DISA’s plan to replace CAC to come together this year

Alfred Rivera, DISA’s director of the Development and Business Center, said the agency is moving toward multi-factor authentication, including biometrics and...

When former Defense Department Chief Information Officer Terry Halvorsen talked about moving on from the Common Access Card (CAC) as the main approach to network authentication, many observers scoffed at the idea.

Halvorsen, who recently joined Samsung as an executive vice president focusing on mobile enterprise strategies and helping to navigate government and regulatory business affairs, envisioned and set as a goal last June for the next authentication technology to be more agile and less costly.

It looks as though the Defense Information Systems Agency is starting the process to make Halvorsen’s vision a reality.

Alfred Rivera, DISA’s director of the Development and Business Center, said during a panel sponsored by AFCEA Northern Virginia that they are moving toward multi-factor authentication, including biometrics and other “patterns of life” type of technologies.

“We are evaluating some solutions. We are about to put out a contract using an Other Transactions Authority equivalent,” Rivera said. “There is a contract. We were initially going to go through Defense Innovation Unit Experimental (DIUx), but now we are partnering with the Army through their OTA to do a contract. We are moving forward now and funding is available to do these initial pilots.”

Rivera said he didn’t have specific details of the pilots yet because they still are in the development phase. But, he said, DISA is planning multiple pilots over the next six-to-12 months.

Halvorsen, who retired at the end of February, said in November that he expected DoD to start testing alternative CAC technologies after Christmas. But here we are almost in May, and the pilots still are a few months from really getting going.

Hear Jason Miller discuss this story on Federal Drive with Tom Temin

Halvorsen said back in November that the eventual solution might involve some combination of biometrics such as iris scans, tools that monitor users’ behavior patterns and detect unusual deviations and some cross-referencing to users’ personal information.

Rivera said DISA has met with multiple vendors who have been able to prove there are several solutions, most notably biometric technologies, which are ready for testing.

“We’ve met with other scientific organizations like DARPA that have been evaluating this for multiple years. We are coordinating and collaborating with them,” he said. “There are capabilities that we are confident in and the next step is taking those and extending and expanding it to an organization as big as DoD.”

DISA has been working on a solution to the problem of having to use a CAC with a mobile device. The agency has been testing out different approaches to derived credentials, including an initiative called Purebred.

But this latest effort is not just derived credentials, but one step further. In many ways, it’s part of DoD’s continued push toward the commercial sector.

Take the Pentagon’s initiative to develop hardened phones that can access secret and classified networks.

Rivera said DISA now is testing mobile devices that can work across the top-secret network — a step up both in terms of trust of the devices as well as the technology from where both were a few years ago.

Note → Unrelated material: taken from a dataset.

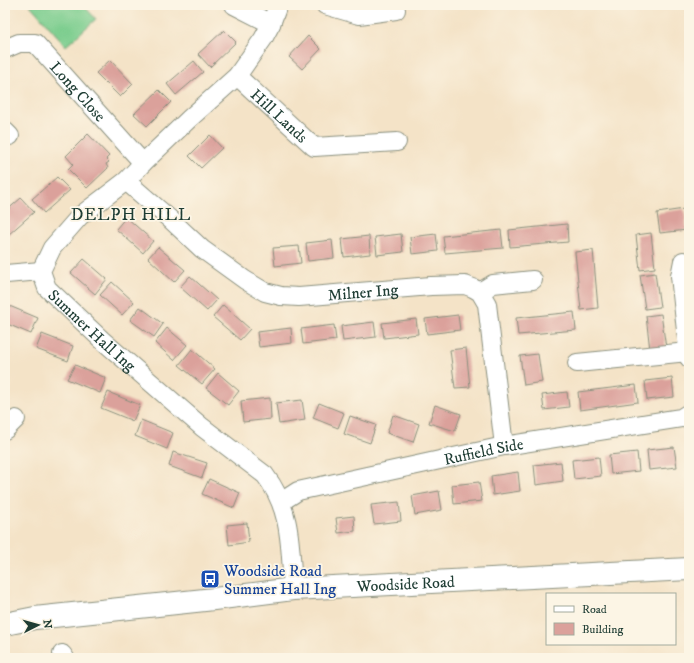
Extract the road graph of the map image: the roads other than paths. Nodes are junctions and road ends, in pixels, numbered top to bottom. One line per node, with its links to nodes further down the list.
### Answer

“We have a couple of top-secret phones out there for evaluation to our mission partners. As we look at that, the business will drive it and we are seeing demand from our leadership across the department,” he said.

DISA started testing and approved a secure version of the Samsung Galaxy S4 in 2014 for secret-level data under the Defense Mobile Classified Capability program. DISA also tested the Motorola 4G Razr Maxx for top-secret communications in a new pilot program, but only for voice calls in 2014.

Whether it’s the CAC or mobile devices, the Pentagon recognizes it needs to advance forward and the way it assured identities in 2004 or 2017 will need to be stronger, better and faster, and the only way to get there is to join the private sector’s lead.